The sound of her voice replayed in his head, steady and infuriatingly certain. He tried to shake it off, to smother it with cynicism, but it clung to him like smoke. A bitter laugh escaped before he could stop it, hollow and sharp as it bounced off the walls of the empty room. Trust Granger to turn a single sentence into both insult and benediction. He could almost hear her smugness in the delivery, and yet it had left something behind.

Not irredeemable. The phrase clawed at him. He wanted to laugh it off, to dismiss it as naïve optimism, another self-righteous Gryffindor attempt to save a soul that was not worth saving. But even as he scoffed, he could not ignore the ember it had sparked in his chest. Small. Stubborn. Unwelcome. It glowed in the hollow spaces where shame had long since burned everything else away.

"Bloody Granger," he muttered under his breath, forcing himself out of the chair. His legs felt heavy and unsteady, as if the Pensieve's pull had left him weaker than he wanted to admit. He began to pace, each step across the sterile Ministry chamber echoing too loudly in his ears. The silence was suffocating, broken only by the sound of his restless movements and the occasional hitch of breath he did not mean to let out.

She was insufferable. Brilliant, yes. Relentless, certainly. But utterly, infuriatingly insufferable. And still, she had defended him, not just before the officials but to herself. He could not shake the memory of her eyes on him, sharp and discerning yet somehow not cruel. She had looked at him without flinching, without recoiling, as though the weight of his sins had not been enough to drive her away. Worse, she had studied him, truly studied him, and found something worth salvaging.

It terrified him.

For years he had told himself he was beyond saving, that the best he could do was fade into obscurity and let the world forget his name. He had lived inside that conviction, let it harden into the walls around him. And now, with one offhanded remark, she had cracked it. She had placed a possibility in his hands that he did not know what to do with.

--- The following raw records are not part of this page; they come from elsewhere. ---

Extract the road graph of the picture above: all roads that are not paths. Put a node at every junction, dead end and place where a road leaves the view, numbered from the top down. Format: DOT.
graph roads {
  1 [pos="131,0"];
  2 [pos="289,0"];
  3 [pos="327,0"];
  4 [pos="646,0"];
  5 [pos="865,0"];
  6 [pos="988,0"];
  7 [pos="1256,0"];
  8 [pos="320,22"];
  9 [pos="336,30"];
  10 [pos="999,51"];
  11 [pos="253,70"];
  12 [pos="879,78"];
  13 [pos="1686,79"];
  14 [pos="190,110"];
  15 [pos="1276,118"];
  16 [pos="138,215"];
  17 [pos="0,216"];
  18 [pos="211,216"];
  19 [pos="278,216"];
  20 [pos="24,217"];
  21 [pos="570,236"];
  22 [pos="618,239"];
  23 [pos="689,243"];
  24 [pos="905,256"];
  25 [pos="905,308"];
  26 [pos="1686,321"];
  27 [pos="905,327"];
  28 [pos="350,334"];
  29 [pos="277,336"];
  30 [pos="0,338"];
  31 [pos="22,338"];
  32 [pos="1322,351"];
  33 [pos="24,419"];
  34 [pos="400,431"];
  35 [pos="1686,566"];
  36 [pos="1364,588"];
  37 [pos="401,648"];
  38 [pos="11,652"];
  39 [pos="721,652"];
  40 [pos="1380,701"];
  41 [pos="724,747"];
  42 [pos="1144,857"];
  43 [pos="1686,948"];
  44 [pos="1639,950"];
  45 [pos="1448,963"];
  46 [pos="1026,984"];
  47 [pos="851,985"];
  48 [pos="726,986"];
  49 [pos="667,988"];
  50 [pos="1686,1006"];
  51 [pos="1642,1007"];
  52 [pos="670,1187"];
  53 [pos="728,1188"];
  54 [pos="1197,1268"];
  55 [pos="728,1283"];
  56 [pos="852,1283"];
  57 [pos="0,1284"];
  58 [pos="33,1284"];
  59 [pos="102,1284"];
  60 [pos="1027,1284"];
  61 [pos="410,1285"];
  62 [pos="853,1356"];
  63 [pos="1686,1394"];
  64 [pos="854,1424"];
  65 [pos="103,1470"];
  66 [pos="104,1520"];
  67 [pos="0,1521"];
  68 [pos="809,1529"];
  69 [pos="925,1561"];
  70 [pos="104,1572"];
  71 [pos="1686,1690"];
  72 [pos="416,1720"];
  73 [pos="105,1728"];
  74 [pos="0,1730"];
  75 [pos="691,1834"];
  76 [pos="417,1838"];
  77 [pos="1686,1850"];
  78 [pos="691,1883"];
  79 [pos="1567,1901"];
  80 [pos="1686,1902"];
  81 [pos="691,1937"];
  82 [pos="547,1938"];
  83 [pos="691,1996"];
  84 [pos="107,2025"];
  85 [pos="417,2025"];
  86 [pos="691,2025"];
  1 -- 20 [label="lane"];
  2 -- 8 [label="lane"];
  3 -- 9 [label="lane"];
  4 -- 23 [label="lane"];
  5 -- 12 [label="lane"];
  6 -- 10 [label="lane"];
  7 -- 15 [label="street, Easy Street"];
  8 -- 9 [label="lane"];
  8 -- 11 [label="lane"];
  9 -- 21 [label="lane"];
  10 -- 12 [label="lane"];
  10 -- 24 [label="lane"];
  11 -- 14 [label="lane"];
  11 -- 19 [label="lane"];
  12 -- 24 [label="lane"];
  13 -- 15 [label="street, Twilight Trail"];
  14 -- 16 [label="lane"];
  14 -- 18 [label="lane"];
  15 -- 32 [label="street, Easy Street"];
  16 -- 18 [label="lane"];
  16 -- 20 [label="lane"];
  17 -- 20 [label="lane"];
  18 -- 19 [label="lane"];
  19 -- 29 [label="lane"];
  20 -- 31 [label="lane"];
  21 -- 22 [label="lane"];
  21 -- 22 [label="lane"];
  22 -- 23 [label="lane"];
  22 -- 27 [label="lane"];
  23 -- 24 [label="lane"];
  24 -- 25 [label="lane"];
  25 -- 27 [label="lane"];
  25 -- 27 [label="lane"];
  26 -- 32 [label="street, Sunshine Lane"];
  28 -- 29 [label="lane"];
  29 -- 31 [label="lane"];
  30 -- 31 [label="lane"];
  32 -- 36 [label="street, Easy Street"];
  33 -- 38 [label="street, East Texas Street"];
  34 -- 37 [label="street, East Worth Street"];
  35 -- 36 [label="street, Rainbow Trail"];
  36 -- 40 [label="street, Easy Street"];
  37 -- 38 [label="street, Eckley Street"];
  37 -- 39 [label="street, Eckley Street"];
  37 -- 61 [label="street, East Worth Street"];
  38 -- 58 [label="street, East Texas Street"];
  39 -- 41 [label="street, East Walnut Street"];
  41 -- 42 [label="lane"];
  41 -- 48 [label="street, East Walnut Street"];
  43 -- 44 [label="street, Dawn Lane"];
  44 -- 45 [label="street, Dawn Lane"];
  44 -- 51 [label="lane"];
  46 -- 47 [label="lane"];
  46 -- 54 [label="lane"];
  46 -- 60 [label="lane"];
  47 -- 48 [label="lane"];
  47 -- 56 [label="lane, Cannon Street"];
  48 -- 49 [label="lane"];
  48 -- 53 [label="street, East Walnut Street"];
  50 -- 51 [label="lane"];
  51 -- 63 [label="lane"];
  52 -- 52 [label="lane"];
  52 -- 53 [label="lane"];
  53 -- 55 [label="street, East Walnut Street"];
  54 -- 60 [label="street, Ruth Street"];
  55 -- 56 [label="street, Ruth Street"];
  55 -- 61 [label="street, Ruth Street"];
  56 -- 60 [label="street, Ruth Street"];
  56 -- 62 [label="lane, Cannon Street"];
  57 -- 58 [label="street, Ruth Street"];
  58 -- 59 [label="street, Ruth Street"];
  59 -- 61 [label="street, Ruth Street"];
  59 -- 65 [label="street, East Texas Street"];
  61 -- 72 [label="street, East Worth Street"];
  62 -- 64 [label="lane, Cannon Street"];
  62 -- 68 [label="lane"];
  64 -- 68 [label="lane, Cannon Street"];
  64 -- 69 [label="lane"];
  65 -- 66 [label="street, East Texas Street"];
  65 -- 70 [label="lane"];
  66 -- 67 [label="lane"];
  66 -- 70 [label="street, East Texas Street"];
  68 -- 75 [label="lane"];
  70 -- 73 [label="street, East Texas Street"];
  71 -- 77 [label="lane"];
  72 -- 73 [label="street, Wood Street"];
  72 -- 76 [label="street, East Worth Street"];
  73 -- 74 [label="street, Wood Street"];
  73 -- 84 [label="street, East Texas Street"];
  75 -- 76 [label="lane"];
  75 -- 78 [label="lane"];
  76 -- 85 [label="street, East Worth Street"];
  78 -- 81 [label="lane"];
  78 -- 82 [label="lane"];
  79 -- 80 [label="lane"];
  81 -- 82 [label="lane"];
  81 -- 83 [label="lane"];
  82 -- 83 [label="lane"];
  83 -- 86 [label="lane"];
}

He pressed his palms against the desk, bracing himself, his reflection staring back at him in the polished wood. His face was pale and drawn, the mask of control slipping every time he blinked. He could still hear her words like a curse, like a promise. Not a declaration of faith, not absolution, but something far more dangerous: a chance.

The night stretched endlessly after that. When he finally returned to the isolation of his rooms, he lay in bed staring at the ceiling, the sheets cold and tangled around him. Sleep refused to come. His body was exhausted, but his mind was a restless storm. Every time he closed his eyes, the memories replayed, followed by her voice, relentless and soft.

He turned onto his side, then his back, shifting as if movement might dislodge the thoughts. It did not.

Granger had left him with a question he could not answer. Was she offering him a challenge, daring him to prove her right, or was she handing him a lifeline, fragile but real? He did not know. He was not sure which was worse. Perhaps it was both.